• [Task data]
────────────────────────────────────────
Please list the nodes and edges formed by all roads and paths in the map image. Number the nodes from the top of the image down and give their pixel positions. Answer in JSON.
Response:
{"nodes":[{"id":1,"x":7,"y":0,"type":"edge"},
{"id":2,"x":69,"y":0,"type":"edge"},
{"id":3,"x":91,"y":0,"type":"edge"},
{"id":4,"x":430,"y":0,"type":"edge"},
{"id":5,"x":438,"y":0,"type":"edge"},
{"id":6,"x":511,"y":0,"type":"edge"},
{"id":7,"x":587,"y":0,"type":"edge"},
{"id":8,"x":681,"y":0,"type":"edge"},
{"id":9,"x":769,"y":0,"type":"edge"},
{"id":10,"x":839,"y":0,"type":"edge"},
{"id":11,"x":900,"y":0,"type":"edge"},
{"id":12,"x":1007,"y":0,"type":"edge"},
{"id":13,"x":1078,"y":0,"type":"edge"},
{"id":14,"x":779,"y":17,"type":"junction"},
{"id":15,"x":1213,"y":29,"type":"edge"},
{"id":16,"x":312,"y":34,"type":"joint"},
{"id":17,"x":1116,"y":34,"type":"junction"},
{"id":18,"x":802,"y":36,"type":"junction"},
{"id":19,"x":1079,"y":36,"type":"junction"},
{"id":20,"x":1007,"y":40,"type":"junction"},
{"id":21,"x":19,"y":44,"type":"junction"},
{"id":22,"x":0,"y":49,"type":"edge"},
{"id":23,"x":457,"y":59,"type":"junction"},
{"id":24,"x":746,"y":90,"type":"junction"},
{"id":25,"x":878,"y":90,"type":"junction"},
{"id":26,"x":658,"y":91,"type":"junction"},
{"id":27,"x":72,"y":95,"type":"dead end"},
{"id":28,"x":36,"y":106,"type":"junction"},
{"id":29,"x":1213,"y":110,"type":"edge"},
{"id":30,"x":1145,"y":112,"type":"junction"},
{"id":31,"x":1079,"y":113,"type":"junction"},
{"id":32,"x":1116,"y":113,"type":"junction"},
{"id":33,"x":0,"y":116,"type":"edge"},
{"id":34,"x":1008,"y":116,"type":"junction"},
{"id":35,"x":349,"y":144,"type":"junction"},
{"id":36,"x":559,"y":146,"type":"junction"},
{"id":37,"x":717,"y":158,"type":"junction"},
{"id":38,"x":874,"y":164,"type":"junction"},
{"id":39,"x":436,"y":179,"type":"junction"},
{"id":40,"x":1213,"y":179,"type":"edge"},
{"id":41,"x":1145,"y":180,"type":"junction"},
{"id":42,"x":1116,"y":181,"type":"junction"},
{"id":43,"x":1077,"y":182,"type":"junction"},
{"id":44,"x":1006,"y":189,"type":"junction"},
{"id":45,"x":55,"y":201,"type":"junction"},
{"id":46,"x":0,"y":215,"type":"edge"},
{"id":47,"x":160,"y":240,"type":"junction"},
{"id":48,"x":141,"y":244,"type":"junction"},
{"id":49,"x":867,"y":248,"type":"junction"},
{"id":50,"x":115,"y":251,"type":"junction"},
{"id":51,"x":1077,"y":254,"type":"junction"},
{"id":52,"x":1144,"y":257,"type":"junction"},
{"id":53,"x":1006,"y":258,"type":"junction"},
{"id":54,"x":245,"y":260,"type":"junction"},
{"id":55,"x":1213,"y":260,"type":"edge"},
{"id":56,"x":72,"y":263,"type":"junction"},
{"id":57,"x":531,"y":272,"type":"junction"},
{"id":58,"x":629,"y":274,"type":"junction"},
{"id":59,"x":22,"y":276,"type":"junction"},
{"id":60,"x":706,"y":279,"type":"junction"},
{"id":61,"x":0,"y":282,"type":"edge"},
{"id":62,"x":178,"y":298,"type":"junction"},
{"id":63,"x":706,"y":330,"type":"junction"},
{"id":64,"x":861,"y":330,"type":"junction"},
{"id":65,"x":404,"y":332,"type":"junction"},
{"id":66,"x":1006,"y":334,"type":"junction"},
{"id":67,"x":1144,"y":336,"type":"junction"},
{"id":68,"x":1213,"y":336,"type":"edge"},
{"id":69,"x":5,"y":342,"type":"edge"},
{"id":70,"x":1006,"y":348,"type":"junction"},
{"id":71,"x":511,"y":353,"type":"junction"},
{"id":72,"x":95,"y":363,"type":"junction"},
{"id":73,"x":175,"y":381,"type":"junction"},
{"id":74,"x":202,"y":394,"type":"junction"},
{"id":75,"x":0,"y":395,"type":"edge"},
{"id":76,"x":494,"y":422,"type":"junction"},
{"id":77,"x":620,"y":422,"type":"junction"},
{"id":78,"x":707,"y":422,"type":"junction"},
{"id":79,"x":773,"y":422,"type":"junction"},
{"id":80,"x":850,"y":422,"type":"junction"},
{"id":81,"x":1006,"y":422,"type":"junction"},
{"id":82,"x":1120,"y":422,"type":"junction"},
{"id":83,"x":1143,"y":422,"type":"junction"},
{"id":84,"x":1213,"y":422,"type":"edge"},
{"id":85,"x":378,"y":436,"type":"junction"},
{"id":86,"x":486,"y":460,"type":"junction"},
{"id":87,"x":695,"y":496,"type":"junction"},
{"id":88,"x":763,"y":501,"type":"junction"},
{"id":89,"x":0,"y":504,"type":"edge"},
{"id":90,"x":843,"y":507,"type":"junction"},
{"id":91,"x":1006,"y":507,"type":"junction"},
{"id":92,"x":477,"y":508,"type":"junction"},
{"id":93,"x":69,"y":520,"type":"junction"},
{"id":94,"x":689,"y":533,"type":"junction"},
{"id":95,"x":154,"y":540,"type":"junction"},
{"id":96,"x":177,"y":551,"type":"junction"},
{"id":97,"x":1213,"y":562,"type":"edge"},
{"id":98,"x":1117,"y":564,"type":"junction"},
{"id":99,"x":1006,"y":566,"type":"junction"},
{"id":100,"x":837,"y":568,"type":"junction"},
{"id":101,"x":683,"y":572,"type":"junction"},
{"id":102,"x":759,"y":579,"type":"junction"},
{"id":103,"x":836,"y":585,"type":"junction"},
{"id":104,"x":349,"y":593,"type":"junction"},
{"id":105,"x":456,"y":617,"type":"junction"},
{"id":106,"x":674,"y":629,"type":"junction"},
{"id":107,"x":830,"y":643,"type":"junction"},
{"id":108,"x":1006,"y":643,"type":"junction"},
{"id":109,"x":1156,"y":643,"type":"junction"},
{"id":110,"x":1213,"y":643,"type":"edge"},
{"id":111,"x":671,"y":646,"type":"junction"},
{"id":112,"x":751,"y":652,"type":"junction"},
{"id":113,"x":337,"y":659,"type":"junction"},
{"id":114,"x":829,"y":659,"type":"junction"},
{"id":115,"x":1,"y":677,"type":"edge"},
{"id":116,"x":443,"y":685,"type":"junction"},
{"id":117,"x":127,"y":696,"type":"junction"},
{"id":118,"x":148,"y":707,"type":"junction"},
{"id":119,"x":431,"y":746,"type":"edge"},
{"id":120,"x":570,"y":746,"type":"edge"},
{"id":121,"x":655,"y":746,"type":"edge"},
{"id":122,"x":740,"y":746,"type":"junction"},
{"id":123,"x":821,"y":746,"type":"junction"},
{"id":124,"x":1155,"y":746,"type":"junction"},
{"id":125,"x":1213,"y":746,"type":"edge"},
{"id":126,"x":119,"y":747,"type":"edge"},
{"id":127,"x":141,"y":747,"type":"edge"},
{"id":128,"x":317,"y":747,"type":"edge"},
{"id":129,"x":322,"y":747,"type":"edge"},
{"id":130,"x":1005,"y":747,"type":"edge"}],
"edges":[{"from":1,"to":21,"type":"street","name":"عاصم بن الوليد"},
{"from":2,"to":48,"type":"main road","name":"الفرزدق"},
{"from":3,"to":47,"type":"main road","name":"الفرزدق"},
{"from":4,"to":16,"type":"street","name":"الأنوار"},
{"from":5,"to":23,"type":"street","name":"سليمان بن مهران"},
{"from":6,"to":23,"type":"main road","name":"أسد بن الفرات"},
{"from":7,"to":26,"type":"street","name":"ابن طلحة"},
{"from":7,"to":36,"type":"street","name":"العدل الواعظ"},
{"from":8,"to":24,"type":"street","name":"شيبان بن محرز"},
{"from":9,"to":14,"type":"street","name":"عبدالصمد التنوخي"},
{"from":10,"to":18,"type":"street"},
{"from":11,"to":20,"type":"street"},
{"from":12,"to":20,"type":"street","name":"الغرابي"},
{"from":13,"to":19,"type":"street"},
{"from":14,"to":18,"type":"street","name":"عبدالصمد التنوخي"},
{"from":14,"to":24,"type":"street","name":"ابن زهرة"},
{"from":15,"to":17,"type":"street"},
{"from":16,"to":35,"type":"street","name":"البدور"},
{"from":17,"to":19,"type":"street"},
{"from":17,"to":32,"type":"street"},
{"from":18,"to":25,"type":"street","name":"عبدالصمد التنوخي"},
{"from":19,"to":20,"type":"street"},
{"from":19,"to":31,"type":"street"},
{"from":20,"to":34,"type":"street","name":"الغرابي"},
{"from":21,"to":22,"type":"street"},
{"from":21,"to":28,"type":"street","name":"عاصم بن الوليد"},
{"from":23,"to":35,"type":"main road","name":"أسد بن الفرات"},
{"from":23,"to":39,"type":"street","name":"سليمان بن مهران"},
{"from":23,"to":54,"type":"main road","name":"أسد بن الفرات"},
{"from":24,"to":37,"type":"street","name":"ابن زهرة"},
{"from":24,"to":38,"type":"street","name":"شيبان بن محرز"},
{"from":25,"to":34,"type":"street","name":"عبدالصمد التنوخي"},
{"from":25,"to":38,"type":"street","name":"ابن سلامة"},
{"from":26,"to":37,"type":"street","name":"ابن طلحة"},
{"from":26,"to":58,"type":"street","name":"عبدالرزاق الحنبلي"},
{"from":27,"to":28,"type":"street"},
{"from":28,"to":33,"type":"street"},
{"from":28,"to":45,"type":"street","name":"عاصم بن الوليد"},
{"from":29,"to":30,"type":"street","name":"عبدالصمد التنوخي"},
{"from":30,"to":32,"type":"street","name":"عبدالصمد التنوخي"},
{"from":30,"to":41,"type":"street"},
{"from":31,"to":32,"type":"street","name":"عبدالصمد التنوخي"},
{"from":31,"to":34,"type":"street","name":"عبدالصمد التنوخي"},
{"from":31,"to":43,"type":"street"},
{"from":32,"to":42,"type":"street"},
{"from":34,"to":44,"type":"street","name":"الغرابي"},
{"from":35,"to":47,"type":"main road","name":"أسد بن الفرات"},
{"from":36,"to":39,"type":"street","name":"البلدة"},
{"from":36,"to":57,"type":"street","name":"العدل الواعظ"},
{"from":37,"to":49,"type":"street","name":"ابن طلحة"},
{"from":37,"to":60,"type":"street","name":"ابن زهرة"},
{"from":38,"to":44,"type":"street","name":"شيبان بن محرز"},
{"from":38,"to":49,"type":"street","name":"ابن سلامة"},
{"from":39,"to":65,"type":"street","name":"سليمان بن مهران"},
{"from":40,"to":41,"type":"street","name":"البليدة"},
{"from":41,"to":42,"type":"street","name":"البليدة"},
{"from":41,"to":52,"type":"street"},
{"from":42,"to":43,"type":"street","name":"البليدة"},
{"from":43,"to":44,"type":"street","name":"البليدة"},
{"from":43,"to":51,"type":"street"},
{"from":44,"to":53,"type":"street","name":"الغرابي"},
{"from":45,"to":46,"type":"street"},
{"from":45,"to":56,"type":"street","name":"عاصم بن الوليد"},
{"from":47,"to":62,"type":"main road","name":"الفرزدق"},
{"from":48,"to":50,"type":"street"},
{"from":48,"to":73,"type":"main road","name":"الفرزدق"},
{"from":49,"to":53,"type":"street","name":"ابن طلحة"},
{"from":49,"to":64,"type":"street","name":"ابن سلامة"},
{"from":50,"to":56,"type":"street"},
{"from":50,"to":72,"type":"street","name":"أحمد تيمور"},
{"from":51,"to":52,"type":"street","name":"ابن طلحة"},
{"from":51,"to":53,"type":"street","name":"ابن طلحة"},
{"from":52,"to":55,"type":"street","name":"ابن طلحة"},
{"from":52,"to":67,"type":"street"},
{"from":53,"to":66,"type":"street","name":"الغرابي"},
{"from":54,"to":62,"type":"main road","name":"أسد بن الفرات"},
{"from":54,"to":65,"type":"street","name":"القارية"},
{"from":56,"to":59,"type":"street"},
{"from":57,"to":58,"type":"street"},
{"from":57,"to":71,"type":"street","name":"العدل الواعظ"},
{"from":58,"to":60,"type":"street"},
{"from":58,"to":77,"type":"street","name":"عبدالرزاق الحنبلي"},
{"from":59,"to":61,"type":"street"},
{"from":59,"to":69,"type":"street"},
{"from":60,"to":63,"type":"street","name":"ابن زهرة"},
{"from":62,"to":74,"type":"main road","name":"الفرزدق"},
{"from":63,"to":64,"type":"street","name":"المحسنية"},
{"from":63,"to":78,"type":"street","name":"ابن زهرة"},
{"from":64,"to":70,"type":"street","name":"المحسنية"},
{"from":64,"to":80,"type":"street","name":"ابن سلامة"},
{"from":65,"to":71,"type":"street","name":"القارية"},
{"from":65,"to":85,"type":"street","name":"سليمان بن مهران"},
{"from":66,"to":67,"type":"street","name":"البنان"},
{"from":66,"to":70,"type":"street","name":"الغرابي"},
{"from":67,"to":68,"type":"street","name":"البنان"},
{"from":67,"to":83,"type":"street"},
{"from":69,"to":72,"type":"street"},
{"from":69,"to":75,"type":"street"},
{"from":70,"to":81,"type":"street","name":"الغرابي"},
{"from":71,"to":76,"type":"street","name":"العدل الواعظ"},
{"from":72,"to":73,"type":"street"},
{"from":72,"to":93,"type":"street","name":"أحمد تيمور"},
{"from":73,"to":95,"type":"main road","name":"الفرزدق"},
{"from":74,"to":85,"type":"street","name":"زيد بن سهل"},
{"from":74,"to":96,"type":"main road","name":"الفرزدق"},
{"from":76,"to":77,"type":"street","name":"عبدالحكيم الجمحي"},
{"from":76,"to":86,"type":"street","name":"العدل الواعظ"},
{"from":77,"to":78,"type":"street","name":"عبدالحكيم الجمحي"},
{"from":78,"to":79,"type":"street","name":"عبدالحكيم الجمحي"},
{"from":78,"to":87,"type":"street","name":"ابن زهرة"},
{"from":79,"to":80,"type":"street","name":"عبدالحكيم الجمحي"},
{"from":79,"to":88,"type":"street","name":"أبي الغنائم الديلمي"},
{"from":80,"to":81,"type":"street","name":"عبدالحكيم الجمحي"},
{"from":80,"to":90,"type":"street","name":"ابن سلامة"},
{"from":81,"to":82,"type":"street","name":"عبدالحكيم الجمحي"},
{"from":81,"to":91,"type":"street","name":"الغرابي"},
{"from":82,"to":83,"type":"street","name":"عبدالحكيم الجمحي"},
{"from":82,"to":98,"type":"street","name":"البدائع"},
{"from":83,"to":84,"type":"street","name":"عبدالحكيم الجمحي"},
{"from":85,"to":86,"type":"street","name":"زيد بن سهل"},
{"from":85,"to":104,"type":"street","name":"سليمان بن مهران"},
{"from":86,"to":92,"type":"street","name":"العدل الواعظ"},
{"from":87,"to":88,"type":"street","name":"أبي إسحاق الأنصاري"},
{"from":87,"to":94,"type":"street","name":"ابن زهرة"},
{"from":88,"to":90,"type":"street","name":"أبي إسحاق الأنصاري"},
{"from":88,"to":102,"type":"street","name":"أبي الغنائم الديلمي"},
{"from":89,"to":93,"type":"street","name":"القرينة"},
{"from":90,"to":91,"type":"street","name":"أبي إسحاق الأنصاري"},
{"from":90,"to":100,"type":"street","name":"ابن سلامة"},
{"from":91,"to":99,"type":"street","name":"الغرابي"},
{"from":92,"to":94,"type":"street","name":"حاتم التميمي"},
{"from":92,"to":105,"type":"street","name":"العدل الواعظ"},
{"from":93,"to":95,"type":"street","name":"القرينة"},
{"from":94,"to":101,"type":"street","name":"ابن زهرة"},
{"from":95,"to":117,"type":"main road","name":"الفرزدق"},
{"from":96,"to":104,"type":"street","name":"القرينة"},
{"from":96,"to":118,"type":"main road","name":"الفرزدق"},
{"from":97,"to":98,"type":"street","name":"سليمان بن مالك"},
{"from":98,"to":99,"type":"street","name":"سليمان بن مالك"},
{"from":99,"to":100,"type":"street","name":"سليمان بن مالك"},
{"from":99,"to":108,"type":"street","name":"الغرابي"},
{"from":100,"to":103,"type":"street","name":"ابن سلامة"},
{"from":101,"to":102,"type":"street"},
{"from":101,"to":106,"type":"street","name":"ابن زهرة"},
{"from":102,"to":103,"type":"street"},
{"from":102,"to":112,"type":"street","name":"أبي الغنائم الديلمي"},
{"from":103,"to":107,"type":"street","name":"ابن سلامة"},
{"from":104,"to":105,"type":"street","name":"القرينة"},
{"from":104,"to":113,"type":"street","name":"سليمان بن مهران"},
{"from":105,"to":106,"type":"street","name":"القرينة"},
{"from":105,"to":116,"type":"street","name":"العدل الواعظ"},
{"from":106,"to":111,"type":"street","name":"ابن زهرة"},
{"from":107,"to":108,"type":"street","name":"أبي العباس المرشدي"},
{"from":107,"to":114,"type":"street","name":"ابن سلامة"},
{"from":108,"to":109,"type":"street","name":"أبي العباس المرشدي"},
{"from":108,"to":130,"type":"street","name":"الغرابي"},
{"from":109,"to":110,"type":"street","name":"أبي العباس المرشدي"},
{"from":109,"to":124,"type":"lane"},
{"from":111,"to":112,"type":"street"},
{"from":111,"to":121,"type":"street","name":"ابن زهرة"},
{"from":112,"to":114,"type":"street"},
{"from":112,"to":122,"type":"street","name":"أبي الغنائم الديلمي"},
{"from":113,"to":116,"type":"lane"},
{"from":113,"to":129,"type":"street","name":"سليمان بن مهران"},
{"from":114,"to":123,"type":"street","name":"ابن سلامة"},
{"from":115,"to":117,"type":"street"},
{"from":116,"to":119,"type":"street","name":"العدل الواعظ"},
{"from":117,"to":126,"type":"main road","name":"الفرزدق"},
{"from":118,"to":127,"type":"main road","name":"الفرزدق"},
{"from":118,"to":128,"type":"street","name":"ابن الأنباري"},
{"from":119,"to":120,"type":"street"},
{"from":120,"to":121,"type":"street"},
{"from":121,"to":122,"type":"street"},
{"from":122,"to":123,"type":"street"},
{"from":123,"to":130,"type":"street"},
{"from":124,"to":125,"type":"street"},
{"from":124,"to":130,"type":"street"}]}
────────────────────────────────────────
All lines of the material that contain the word "الأنصاري" should be listed.

• [Answer to the problem]
{"from":87,"to":88,"type":"street","name":"أبي إسحاق الأنصاري"},
{"from":88,"to":90,"type":"street","name":"أبي إسحاق الأنصاري"},
{"from":90,"to":91,"type":"street","name":"أبي إسحاق الأنصاري"},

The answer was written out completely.